Set down the whole listing below exactly, without pictures.

****************

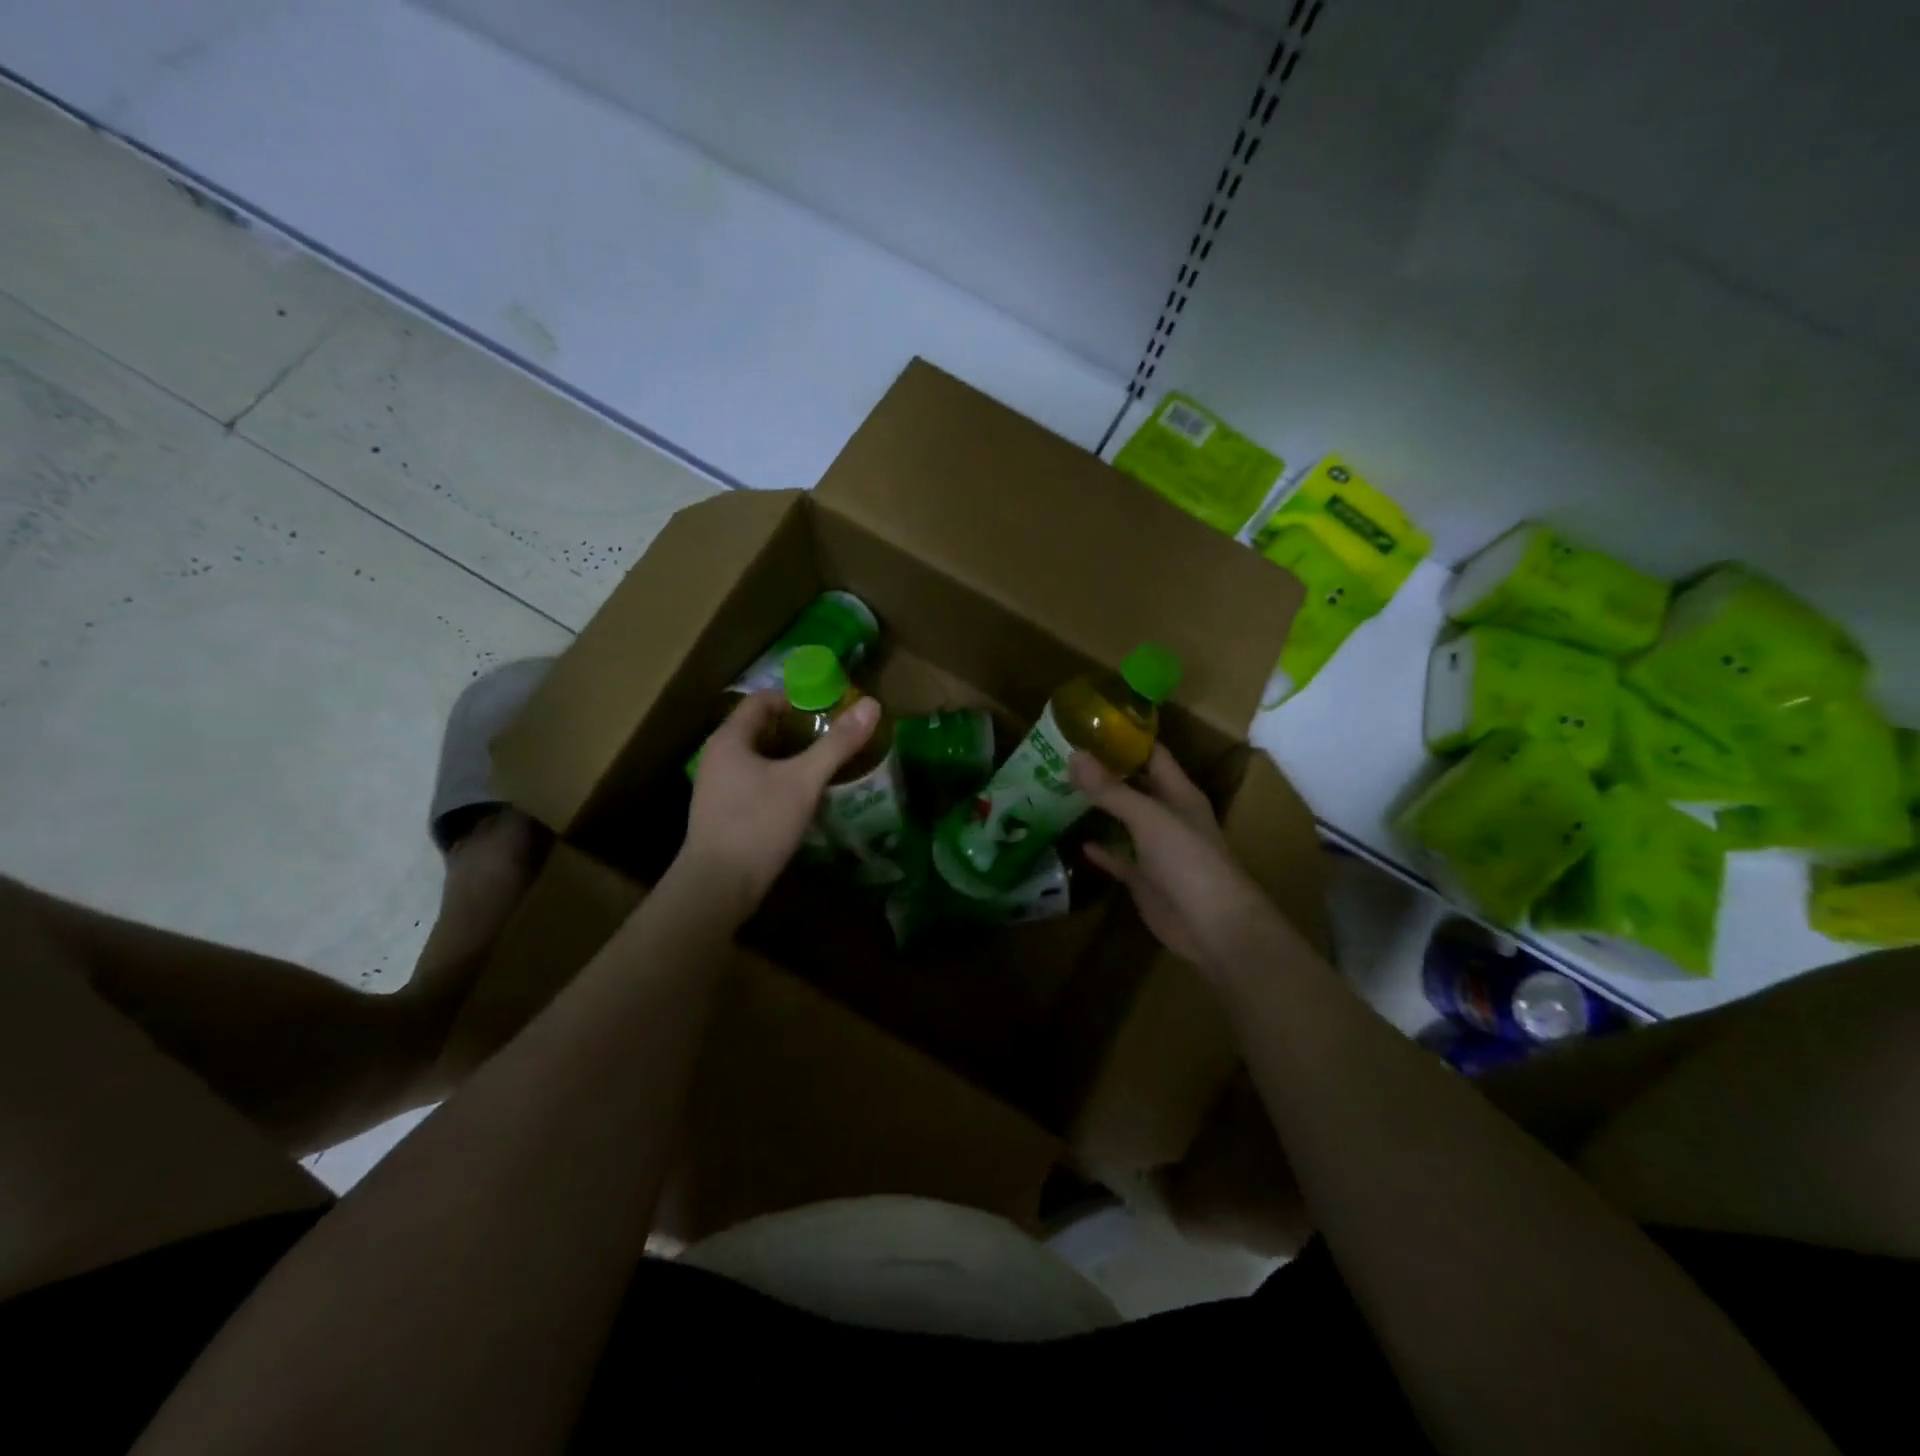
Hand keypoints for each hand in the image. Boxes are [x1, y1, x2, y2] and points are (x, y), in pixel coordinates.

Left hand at [678, 690, 879, 919]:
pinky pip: (756, 783)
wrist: (717, 887)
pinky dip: (781, 781)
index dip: (796, 699)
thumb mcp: (803, 781)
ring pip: (760, 759)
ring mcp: (718, 787)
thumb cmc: (758, 824)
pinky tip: (805, 797)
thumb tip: (872, 704)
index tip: (829, 709)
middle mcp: (718, 757)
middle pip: (762, 729)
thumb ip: (837, 744)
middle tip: (834, 737)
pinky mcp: (724, 814)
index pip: (762, 700)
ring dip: (792, 757)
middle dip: (799, 730)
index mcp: (729, 739)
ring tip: (826, 765)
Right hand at [1071, 745, 1283, 978]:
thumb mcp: (1149, 818)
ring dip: (1098, 808)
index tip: (1089, 722)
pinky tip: (1076, 840)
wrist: (1212, 926)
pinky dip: (1101, 850)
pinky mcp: (1143, 878)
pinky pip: (1118, 858)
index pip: (1152, 754)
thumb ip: (1111, 790)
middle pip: (1134, 785)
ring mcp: (1155, 848)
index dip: (1125, 737)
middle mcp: (1168, 815)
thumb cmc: (1188, 860)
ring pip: (1123, 820)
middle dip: (1104, 771)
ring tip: (1060, 789)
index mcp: (1179, 793)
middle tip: (1063, 754)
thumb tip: (1074, 755)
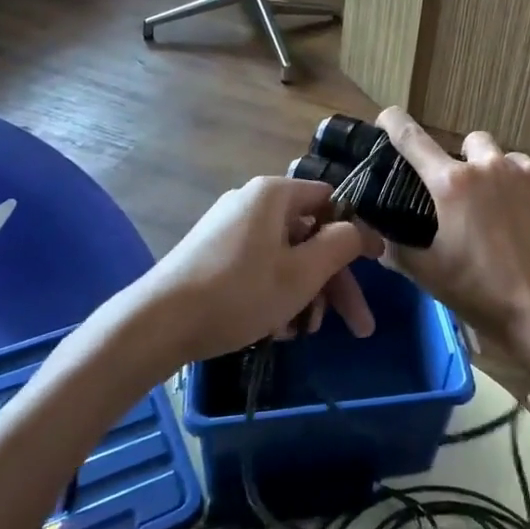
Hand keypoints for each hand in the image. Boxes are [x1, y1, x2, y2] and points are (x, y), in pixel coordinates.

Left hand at [140, 177, 380, 363]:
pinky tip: (274, 331)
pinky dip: (275, 295)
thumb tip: (361, 231)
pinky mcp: (212, 255)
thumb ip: (342, 244)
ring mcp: (229, 229)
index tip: (373, 268)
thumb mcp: (303, 271)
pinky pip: (259, 268)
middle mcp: (252, 203)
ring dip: (305, 295)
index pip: (331, 201)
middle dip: (333, 283)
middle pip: (309, 237)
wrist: (156, 325)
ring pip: (285, 257)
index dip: (355, 234)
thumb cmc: (239, 292)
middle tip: (356, 327)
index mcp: (274, 194)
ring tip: (302, 334)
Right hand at [376, 107, 529, 361]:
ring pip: (510, 161)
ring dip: (504, 180)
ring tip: (510, 219)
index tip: (388, 117)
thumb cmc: (485, 295)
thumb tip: (379, 237)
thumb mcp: (430, 275)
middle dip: (468, 162)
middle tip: (470, 199)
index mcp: (453, 184)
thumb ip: (398, 249)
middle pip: (472, 143)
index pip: (413, 139)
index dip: (395, 124)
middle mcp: (492, 165)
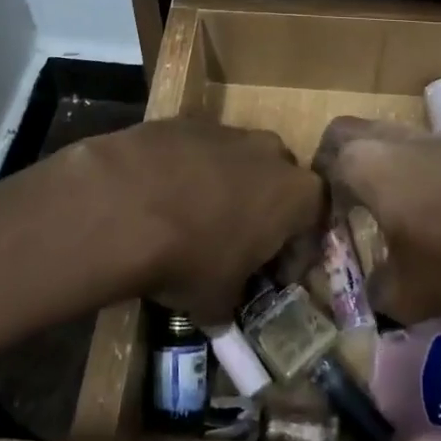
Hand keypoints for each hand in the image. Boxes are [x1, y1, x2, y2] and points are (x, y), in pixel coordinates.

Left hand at [60, 119, 321, 322]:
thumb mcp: (216, 300)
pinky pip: (197, 151)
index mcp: (296, 193)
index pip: (314, 220)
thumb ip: (229, 305)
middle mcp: (270, 152)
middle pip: (278, 181)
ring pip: (237, 161)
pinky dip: (188, 172)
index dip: (296, 251)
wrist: (125, 202)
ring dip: (225, 188)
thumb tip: (220, 318)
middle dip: (263, 210)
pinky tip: (162, 199)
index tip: (275, 274)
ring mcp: (227, 131)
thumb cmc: (191, 256)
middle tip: (238, 244)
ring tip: (194, 221)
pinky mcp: (184, 121)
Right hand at [314, 118, 440, 323]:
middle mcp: (390, 140)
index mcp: (365, 165)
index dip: (315, 194)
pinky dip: (412, 170)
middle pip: (346, 133)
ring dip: (377, 165)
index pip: (321, 163)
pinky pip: (420, 149)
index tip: (324, 226)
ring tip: (388, 208)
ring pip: (385, 138)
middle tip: (342, 202)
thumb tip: (374, 294)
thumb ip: (379, 295)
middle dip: (336, 162)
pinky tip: (432, 206)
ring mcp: (430, 136)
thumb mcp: (411, 293)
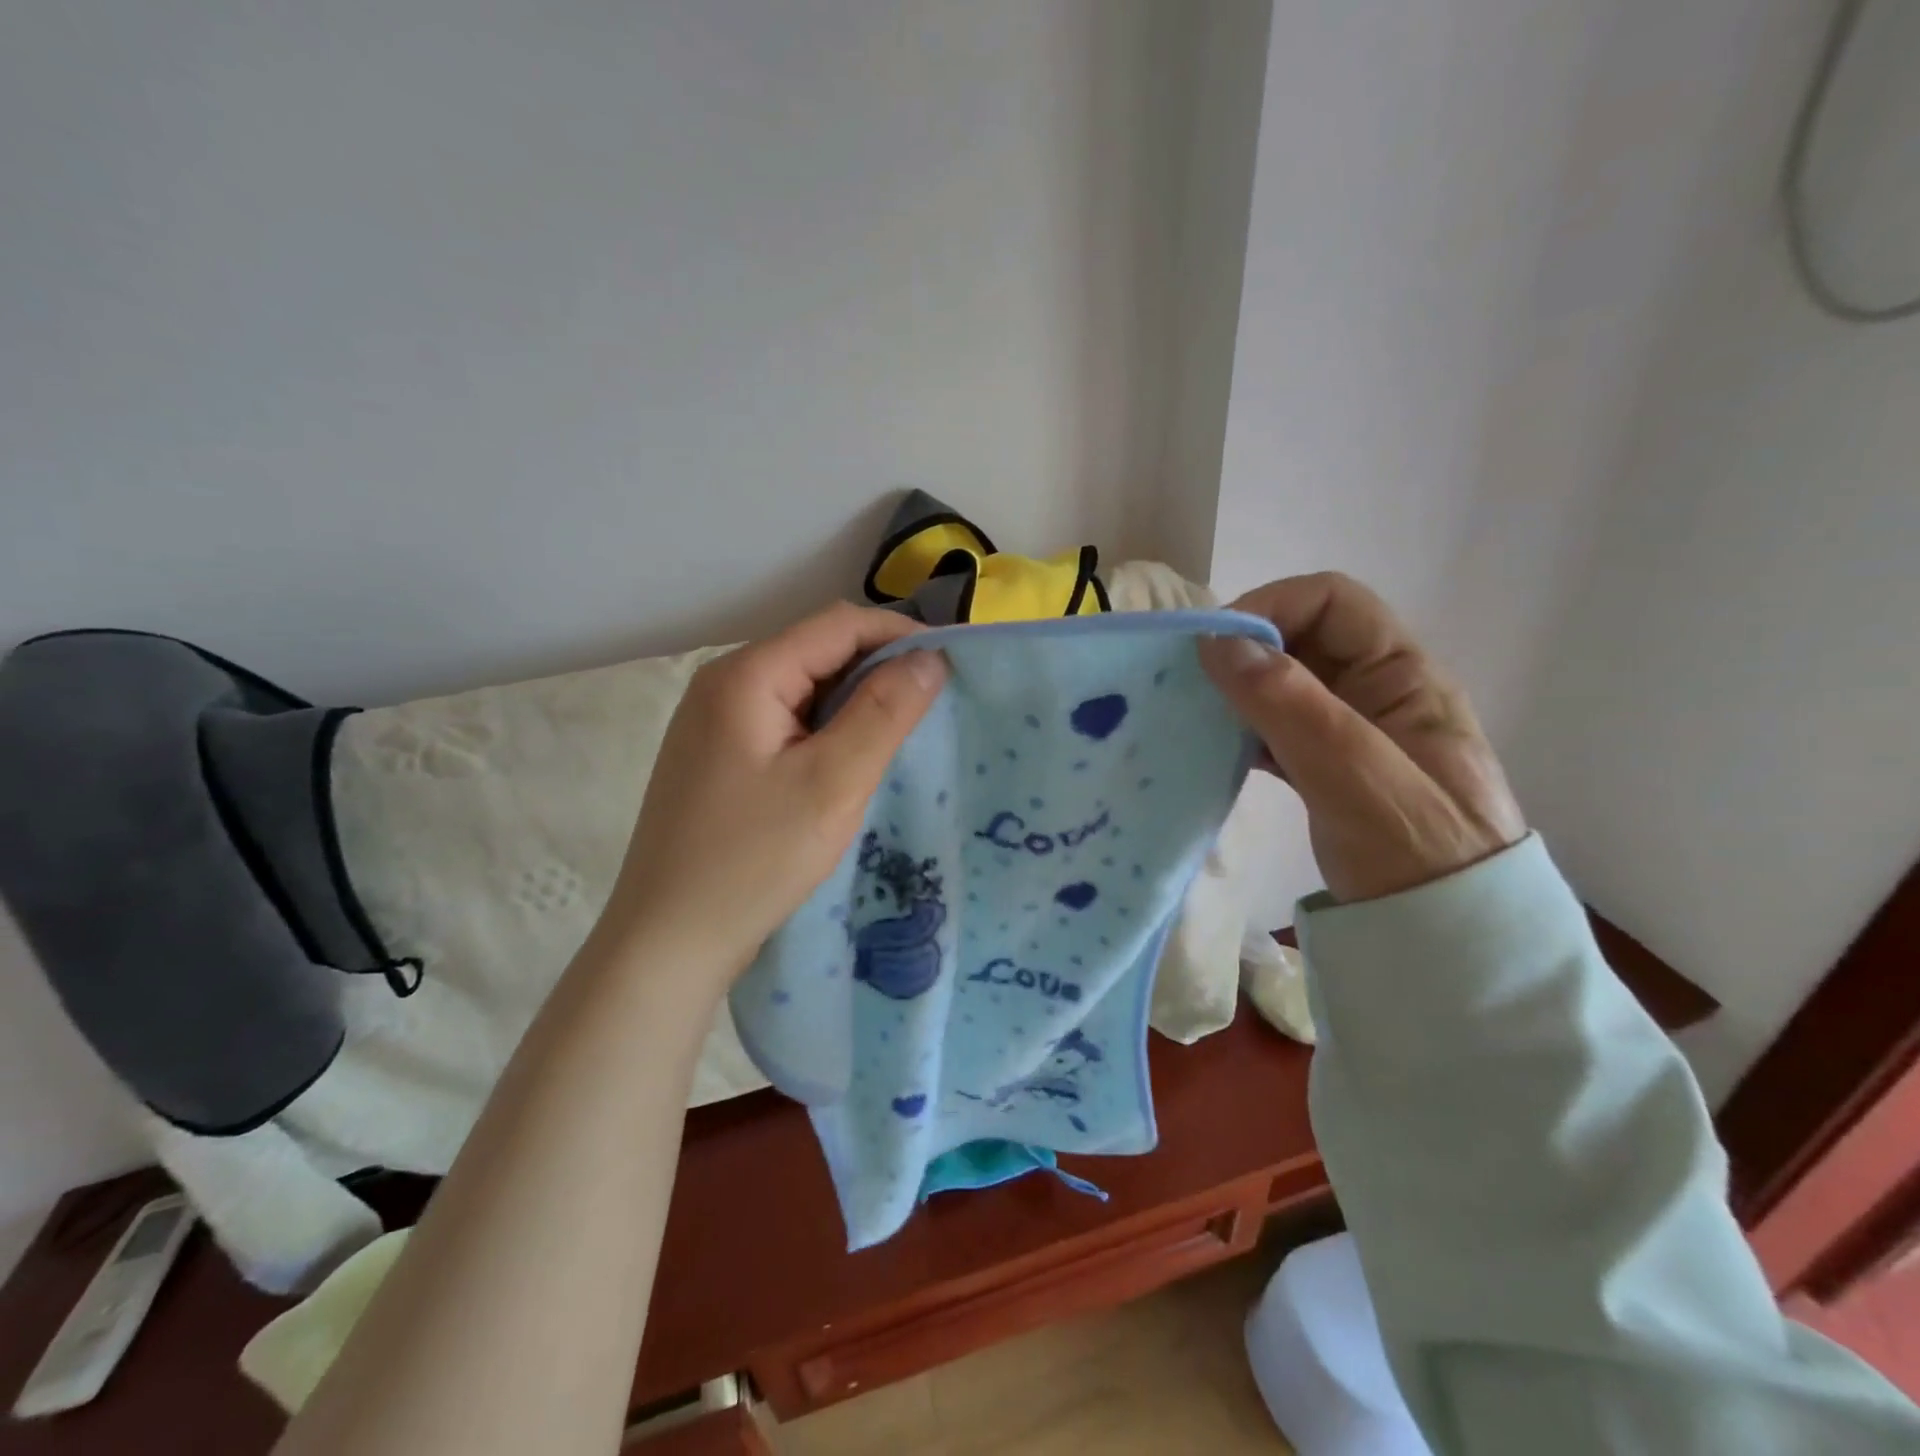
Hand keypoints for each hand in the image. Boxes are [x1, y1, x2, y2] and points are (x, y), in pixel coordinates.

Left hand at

****************

_SOLUTION FOR THIS EXERCISE_.
Hand keypoints for each hand in the image. Boxes are [x1, y1, x2, y2] and points are (x, y), in pixel coordinates.

Left hand at [678, 690, 879, 919]:
pinky pip: (756, 783)
wrist: (717, 887)
pinky dip: (781, 781)
index dip: (796, 699)
thumb mcp: (803, 781)
ring pip: (760, 759)
ring mcp: (718, 787)
thumb cmc: (758, 824)
pinky tip: (805, 797)
thumb tip: (872, 704)
index tip: (829, 709)
middle mcp: (718, 757)
middle pip: (762, 729)
thumb ip: (837, 744)
middle tip: (834, 737)
pinky mcp: (724, 814)
index pip: (762, 700)
ring dip: (792, 757)
middle dip: (799, 730)
index mcp: (729, 739)
ring tip: (826, 765)
Right hand at [1071, 745, 1283, 978]:
thumb mcp: (1149, 818)
ring dip: (1098, 808)
index tip: (1089, 722)
pinky tip: (1076, 840)
wrist: (1212, 926)
pinky dip: (1101, 850)
pinky mcp: (1143, 878)
pinky pip: (1118, 858)
index pip: (1152, 754)
thumb ip: (1111, 790)
middle pip: (1134, 785)
ring mcp: (1155, 848)
index dip: (1125, 737)
middle mcp: (1168, 815)
thumb cmc: (1188, 860)
ring pip: (1123, 820)
middle dip: (1104, 771)
ring tip: (1060, 789)
index mcp: (1179, 793)
middle tip: (1063, 754)
thumb tip: (1074, 755)
Hand keypoints for each hand in the image. Boxes are [x1, y1, x2, y2] and points are (x, y), in pixel coordinates.

Left hand at [140, 177, 380, 363]:
pinky tip: (274, 331)
pinky dip: (275, 295)
thumb tip: (361, 231)
pinky mcp: (212, 255)
thumb ip: (342, 244)
ring mcp: (229, 229)
index tip: (373, 268)
thumb mcp: (303, 271)
pinky pip: (259, 268)
middle mcp: (252, 203)
ring dip: (305, 295)
index pip: (331, 201)
middle dip: (333, 283)
middle pip: (309, 237)
wrist: (156, 325)
ring pip: (285, 257)
index dip: (355, 234)
thumb cmc: (239, 292)
middle tip: (356, 327)
index mcp: (274, 194)
ring tip: (302, 334)
Right hand at [376, 107, 529, 361]:
ring pip: (510, 161)
ring dip: (504, 180)
ring tip: (510, 219)
index tip: (388, 117)
thumb cmc: (485, 295)
thumb tip: (379, 237)
thumb mcp: (430, 275)
middle dip: (468, 162)
middle tip: (470, 199)
index mcp: (453, 184)
thumb ip: (398, 249)
middle pip: (472, 143)
index pip: (413, 139)
index dip: (395, 124)
middle mcp: (492, 165)
Hand keypoints for each hand in the image. Boxes are [x1, y1, x2, y2] and points are (x, y), in pixel coordinates.

Left hand at [60, 119, 321, 322]:
thumb mcp: (216, 300)
pinky pip: (197, 151)
index mcp: (296, 193)
index pip: (314, 220)
thumb ip: (229, 305)
middle mcp: (270, 152)
middle pip: (278, 181)
ring pip: (237, 161)
pinky dip: (188, 172)
index dip: (296, 251)
wrist: (125, 202)
ring dip: (225, 188)
thumb tip: (220, 318)
middle dip: (263, 210)
pinky tip: (162, 199)
index tip: (275, 274)
ring mcp: (227, 131)
thumb cmc: (191, 256)
middle tip: (238, 244)
ring tip: (194, 221)
pinky mcp: (184, 121)
Right hand at [314, 118, 440, 323]:
middle mcp: (390, 140)
index mcp: (365, 165)
index dip: (315, 194)
pinky dip: (412, 170)
middle pip: (346, 133)
ring dip: (377, 165)
index pip: (321, 163)
pinky pip: (420, 149)
index tip: (324, 226)
ring tip: (388, 208)
ring pip: (385, 138)
middle tip: (342, 202)
thumb tip: (374, 294)
thumb ip: (379, 295)
middle dip: (336, 162)
pinky tip: (432, 206)
ring mcp: (430, 136)
thumb mcp: (411, 293)
Hand keypoints for each hand in the image. Boxes are [x1, y1, x2, y2] and points are (x, y), in pixel coordinates.

Left hand at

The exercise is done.